Bandwidth Optimized and High Performance Interpolation Architecture in Motion Compensation for H.264/AVC HDTV Decoder

Abstract

In this paper, we present high performance motion compensation architecture for H.264/AVC HDTV decoder. The bottleneck of efficient motion compensation implementation primarily rests on the high memory bandwidth demand and six-tap fractional interpolation complexity. To solve the bottleneck for H.264/AVC HD applications, three combined bandwidth optimization strategies are proposed to minimize the memory bandwidth for MB-based decoding process. To improve the interpolation hardware utilization and reduce the interpolation cycles, an interpolation classification scheme is proposed. By classifying the fifteen fractional pixels into five types and processing correspondingly, the interpolation cycles decrease significantly.

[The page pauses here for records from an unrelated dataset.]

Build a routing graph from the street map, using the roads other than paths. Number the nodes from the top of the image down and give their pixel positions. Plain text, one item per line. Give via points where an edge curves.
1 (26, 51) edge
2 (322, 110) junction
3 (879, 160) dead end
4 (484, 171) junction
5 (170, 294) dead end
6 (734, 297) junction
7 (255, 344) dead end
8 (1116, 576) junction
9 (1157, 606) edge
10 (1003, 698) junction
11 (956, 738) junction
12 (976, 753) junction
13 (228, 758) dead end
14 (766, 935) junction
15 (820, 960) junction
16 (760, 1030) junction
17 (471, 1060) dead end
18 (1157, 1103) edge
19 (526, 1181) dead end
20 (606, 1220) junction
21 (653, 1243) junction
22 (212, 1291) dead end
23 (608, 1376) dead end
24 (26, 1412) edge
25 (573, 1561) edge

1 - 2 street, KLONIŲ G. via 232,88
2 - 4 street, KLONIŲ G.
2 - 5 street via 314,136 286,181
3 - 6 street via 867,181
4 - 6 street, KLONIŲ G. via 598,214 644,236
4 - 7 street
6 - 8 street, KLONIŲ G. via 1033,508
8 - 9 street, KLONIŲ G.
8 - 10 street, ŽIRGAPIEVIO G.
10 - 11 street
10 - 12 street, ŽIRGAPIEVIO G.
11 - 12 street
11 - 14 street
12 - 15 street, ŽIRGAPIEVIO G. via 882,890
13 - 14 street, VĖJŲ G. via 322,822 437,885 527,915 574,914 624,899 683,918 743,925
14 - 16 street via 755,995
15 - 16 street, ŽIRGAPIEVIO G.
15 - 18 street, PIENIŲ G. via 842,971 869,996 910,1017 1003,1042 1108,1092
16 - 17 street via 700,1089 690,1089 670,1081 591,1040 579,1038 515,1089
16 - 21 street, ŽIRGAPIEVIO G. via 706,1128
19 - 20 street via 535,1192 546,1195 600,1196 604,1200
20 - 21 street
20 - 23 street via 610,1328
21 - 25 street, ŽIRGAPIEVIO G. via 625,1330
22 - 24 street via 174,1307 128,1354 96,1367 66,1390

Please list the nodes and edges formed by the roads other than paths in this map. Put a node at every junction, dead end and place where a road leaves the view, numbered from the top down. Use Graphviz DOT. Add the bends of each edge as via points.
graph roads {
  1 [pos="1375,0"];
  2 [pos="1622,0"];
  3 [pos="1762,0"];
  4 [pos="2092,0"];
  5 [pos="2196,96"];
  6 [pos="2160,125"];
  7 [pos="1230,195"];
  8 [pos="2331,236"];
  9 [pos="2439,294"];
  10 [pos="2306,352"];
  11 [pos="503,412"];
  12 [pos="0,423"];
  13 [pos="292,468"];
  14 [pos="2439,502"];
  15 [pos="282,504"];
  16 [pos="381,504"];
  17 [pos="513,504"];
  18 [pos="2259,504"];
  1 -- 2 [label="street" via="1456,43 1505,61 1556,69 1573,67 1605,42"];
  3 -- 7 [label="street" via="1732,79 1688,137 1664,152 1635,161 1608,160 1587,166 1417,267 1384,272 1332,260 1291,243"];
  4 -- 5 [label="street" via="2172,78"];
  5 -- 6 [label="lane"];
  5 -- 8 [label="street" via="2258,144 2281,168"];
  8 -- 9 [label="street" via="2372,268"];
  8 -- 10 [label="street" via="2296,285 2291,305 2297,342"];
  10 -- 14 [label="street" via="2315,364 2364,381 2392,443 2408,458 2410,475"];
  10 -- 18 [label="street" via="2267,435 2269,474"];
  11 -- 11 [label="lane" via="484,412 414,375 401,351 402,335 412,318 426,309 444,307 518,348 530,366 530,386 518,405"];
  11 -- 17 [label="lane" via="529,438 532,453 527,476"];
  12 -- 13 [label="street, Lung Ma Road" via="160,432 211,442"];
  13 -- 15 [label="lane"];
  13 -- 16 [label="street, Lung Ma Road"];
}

A direct mapping memory cache characterized with circular addressing, byte-aligned addressing and horizontal and vertical parallel access is designed to support the proposed scheme. The hardware of proposed motion compensation is implemented at 100 M with 31.841 K logic gates, averagely 70---80% reduced memory bandwidth can be offered and the interpolation hardware can be fully utilized and interpolate one MB within 304 cycles, which can satisfy the real time constraint for H.264/AVC HD (1,920?×?1,088) 30 fps decoder. The design is implemented under UMC 0.18 μm technology, and the synthesis results and comparisons are shown.